I just came back from a fabulous 6 day trip to Utah, Arizona and Nevada with my family, retracing a tour there back in 1992 inspired by reading Edward Abbey’s “The Monkey Wrench Gang” which is set in the Four Corners area of the Southwestern USA. The Grand Canyon (North and South rim), Monument Valley, Zion National Park and Antelope Canyon were the main highlights of the journey.
We had three digital and one analog camera with us, as well as two laptops for backing up picture data.
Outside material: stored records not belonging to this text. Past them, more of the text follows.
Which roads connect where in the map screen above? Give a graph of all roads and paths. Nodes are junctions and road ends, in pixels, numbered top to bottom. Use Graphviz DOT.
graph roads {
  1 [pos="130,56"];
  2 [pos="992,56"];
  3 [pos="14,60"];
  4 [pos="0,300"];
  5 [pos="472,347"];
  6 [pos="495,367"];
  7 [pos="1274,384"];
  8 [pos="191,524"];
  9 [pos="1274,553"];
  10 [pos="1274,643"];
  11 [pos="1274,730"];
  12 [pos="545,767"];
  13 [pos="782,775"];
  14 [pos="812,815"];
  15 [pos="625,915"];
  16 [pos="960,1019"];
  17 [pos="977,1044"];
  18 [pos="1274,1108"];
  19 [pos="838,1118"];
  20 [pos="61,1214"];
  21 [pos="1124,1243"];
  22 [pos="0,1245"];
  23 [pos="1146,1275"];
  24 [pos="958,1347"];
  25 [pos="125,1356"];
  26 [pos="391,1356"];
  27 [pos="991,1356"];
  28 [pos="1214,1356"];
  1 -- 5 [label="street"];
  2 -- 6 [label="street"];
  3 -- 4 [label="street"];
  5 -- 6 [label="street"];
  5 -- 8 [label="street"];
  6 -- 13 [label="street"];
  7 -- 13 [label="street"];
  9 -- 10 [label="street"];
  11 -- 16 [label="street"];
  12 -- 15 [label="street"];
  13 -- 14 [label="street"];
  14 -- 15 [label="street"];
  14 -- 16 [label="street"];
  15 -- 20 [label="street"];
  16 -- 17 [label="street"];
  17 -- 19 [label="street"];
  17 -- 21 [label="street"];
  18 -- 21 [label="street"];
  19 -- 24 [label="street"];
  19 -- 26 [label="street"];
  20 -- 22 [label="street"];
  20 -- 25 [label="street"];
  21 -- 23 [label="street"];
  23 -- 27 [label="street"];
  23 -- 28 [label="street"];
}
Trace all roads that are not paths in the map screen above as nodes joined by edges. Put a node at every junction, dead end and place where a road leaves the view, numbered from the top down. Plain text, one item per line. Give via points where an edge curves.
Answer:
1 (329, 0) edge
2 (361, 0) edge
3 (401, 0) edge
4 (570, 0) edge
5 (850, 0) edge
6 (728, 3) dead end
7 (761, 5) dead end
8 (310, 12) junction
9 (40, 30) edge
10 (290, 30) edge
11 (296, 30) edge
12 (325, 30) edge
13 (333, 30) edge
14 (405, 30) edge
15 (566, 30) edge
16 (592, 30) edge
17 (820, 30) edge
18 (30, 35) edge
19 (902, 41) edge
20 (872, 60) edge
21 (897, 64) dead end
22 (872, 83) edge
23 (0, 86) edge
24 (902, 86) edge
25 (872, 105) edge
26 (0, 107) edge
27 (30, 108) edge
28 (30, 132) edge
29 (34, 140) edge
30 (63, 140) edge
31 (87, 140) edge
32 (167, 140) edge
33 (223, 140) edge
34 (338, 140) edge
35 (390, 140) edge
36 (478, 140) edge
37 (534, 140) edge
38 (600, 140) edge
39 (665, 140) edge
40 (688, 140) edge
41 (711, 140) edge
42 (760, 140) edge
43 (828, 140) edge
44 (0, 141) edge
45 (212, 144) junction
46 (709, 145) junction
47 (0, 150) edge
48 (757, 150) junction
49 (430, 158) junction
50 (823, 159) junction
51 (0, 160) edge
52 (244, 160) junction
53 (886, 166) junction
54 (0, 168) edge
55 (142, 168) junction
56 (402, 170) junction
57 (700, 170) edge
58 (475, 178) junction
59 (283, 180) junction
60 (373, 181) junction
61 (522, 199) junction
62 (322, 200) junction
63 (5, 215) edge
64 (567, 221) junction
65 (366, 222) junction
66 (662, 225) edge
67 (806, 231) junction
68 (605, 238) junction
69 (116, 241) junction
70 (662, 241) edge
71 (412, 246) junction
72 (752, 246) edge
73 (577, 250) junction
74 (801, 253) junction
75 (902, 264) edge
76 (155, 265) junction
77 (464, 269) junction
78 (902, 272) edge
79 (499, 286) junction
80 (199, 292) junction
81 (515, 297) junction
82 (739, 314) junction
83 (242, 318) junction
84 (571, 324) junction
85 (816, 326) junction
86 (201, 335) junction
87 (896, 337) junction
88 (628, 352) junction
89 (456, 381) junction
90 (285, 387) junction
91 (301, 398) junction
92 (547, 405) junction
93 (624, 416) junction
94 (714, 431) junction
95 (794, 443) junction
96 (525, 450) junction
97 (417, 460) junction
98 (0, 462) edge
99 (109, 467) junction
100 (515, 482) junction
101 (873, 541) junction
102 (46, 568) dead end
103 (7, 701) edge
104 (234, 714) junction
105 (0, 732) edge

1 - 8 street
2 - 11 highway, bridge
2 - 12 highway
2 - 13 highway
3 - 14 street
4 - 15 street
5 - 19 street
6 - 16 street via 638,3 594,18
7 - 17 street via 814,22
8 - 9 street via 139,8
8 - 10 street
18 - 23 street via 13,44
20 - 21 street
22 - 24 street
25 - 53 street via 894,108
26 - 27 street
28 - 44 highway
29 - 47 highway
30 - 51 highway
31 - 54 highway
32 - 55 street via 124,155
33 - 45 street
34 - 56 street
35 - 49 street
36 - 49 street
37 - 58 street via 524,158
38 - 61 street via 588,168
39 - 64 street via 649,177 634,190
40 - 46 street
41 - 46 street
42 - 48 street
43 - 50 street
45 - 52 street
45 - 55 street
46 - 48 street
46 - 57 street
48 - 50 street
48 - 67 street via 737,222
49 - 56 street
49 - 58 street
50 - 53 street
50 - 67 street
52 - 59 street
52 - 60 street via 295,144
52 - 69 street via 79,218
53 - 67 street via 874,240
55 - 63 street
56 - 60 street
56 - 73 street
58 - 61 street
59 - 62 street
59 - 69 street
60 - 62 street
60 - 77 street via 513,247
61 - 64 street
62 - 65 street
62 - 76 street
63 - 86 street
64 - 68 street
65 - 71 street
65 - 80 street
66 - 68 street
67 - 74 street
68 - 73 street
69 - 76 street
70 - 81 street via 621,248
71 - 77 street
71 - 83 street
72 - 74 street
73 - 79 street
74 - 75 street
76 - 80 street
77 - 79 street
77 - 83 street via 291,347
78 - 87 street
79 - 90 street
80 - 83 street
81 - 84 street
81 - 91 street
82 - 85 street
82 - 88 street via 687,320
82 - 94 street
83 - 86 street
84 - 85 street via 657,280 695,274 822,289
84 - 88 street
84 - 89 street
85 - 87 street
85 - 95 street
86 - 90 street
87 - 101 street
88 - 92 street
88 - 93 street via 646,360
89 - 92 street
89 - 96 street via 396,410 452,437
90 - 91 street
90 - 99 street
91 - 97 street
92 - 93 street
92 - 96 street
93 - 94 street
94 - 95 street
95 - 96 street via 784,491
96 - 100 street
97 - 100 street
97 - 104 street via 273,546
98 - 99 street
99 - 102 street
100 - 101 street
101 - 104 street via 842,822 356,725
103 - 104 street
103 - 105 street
At home I found that some picture sets from my daughter’s camera had somehow lost their file time stamps, probably from something that went wrong when the JPEG files were copied to my son’s Lenovo S10E netbook (nice machine, BTW). This made sorting the pictures in chronological order difficult. A quick Google search found a solution. ExifTool (which is free software written by Phil Harvey) lets you set the last modified date of the file system to the date the picture was taken, which is stored in the EXIF data of the JPEG file by virtually any digital camera. Simply create a folder with all the JPEGs and run this command:
exiftool "-DateTimeOriginal>FileModifyDate" myjpgfolder
Voila! All the .jpg files in the folder will have the date again when they were taken. This also allows you to set the file date to the exact second. Typically memory cards for digital cameras are formatted as FAT which truncates creation times to even seconds, as it’s one bit short for storing the time more precisely than at 2 second intervals.